Hello human, I'm @whedon, a robot that can help you with some common editorial tasks. @shaunpwilkinson it looks like you're currently assigned as the reviewer for this paper :tada:.

:star: Important :star:

If you haven't already, you should seriously consider unsubscribing from GitHub notifications for this (https://github.com/openjournals/joss-reviews) repository. As a reviewer, you're probably currently watching this repository which means for GitHub's default behaviour you will receive notifications (emails) for all reviews 😿

To fix this do the following two things:

Set yourself as 'Not watching' https://github.com/openjournals/joss-reviews:

watching

You may also like to change your default settings for this watching repositories in your GitHub profile here: https://github.com/settings/notifications

notifications

For a list of things I can do to help you, just type:

@whedon commands

whedon commented 5 years ago

Attempting PDF compilation. Reticulating splines etc...
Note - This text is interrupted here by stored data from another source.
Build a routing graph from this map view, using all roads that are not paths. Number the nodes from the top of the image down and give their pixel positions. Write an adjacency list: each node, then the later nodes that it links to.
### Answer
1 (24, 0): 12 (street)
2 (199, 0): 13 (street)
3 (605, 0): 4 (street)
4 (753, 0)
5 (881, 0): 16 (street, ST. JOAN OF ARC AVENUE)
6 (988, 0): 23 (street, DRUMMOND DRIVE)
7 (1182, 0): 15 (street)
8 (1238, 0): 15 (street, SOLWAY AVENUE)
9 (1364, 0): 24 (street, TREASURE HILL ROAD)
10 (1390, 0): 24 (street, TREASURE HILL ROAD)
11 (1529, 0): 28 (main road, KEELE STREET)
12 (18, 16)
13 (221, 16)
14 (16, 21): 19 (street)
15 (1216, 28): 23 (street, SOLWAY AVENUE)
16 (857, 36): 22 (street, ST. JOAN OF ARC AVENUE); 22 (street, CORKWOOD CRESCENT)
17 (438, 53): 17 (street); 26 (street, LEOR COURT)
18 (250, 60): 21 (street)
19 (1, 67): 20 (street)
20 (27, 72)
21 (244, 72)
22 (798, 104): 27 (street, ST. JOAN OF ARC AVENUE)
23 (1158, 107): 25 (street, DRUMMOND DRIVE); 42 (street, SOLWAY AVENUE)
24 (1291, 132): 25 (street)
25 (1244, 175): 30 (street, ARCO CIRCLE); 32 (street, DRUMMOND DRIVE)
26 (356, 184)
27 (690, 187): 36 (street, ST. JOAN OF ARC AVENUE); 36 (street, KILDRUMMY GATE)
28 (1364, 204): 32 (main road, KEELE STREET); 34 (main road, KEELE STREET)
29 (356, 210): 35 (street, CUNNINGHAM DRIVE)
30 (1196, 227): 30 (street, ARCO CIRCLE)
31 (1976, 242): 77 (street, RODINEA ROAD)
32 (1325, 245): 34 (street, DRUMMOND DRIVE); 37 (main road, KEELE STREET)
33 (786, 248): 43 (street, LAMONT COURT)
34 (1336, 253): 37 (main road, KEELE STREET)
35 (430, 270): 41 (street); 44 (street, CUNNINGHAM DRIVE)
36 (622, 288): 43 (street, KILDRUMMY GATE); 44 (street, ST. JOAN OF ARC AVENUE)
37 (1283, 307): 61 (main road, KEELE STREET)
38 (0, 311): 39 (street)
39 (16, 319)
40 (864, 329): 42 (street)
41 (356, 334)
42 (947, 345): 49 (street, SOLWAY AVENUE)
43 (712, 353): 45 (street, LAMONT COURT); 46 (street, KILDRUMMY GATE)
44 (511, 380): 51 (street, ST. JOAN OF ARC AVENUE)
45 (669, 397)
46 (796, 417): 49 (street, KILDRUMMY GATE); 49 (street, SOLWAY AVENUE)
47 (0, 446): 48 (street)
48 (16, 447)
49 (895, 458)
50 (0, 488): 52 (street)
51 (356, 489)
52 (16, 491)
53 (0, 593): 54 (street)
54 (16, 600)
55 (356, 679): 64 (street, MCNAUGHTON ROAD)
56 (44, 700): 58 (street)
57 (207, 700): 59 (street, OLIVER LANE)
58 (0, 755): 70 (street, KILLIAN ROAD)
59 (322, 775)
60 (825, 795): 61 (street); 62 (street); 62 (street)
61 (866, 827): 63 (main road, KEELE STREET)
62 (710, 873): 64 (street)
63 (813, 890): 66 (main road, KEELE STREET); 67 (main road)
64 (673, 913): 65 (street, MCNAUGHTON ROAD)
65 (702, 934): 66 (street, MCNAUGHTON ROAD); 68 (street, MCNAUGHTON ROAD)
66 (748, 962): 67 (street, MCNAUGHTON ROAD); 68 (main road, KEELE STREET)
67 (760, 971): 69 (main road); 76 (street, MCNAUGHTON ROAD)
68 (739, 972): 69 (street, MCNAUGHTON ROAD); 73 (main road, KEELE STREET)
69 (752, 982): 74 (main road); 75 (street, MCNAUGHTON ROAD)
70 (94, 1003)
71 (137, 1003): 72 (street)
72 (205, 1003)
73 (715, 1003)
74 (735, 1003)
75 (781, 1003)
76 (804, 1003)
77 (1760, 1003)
whedon commented 5 years ago

:point_right: Check article proof :page_facing_up: :point_left:

karthik commented 5 years ago

@shaunpwilkinson Please follow instructions here and work through the checklist. Let me know if you have any questions. You can use Whedon to generate a new pdf anytime with @whedon generate pdf or check references with @whedon check references

karthik commented 5 years ago

@whedon check references

whedon commented 5 years ago

Attempting to check references...

whedon commented 5 years ago


OK DOIs

- 10.1111/j.1461-0248.2009.01314.x is OK
- 10.1186/1471-2105-7-471 is OK
- 10.1371/journal.pone.0018093 is OK
- 10.1093/sysbio/syv033 is OK
- 10.1093/bioinformatics/btu033 is OK
- 10.1093/molbev/msq066 is OK
- 10.1093/nar/gkv318 is OK
- 10.1142/9789812776136_0003 is OK
- 10.1186/s12862-018-1229-7 is OK
- 10.1016/j.patrec.2005.10.010 is OK
- 10.1093/bioinformatics/bti623 is OK

MISSING DOIs

- None

INVALID DOIs

- None

FranzKrah commented 5 years ago

I checked the proof version and I am not sure why but the Figure captions are not there... Franz

karthik commented 5 years ago

@whedon generate pdf

whedon commented 5 years ago

Attempting PDF compilation. Reticulating splines etc...

whedon commented 5 years ago

:point_right: Check article proof :page_facing_up: :point_left:

karthik commented 5 years ago

Franz: Thanks for catching that. Your figure captions render locally for me but we'll work to get this sorted out before publication.

labarba commented 5 years ago

@shaunpwilkinson 👋 — I see we have no checked items yet on your checklist. When do you think you might get to this review? Thanks!

shaunpwilkinson commented 5 years ago

Hi @labarba very sorry about the delay on this, I'm back now and working on this review, will have it done either this weekend or very early next week. Thanks for your patience, and apologies again - S

karthik commented 5 years ago

Thank you @shaunpwilkinson!

shaunpwilkinson commented 5 years ago

This is a very helpful package that fills a critical gap in the R workflow for phylogenetic analysis. The accompanying paper is clear and well written, and an example is included demonstrating the use of the package to improve the resolution of a phylogeny by factoring in column-wise alignment uncertainty. The tutorial needs some refining and additional notes to help users through the process without encountering issues, particularly when calling the third-party executables (outlined below). The example also involves downloading sequences from NCBI, which means that a set of sequences downloaded may change from one day to the next. This caused me a few issues and required some troubleshooting. For example, the outgroup Helvella aestivalis was not included in the returned sequence set when I ran the script, so the raxml calls produced an error. Also the names of the alignment caused raxml to fail with a rather enigmatic error message (it would be worth noting in the tutorial that the sequence names need to be truncated, not include special metacharacters, and all be unique). To avoid these issues I would suggest either including a pre-downloaded sequence data file with the package or use an existing sequence dataset such as the woodmouse alignment (ape package).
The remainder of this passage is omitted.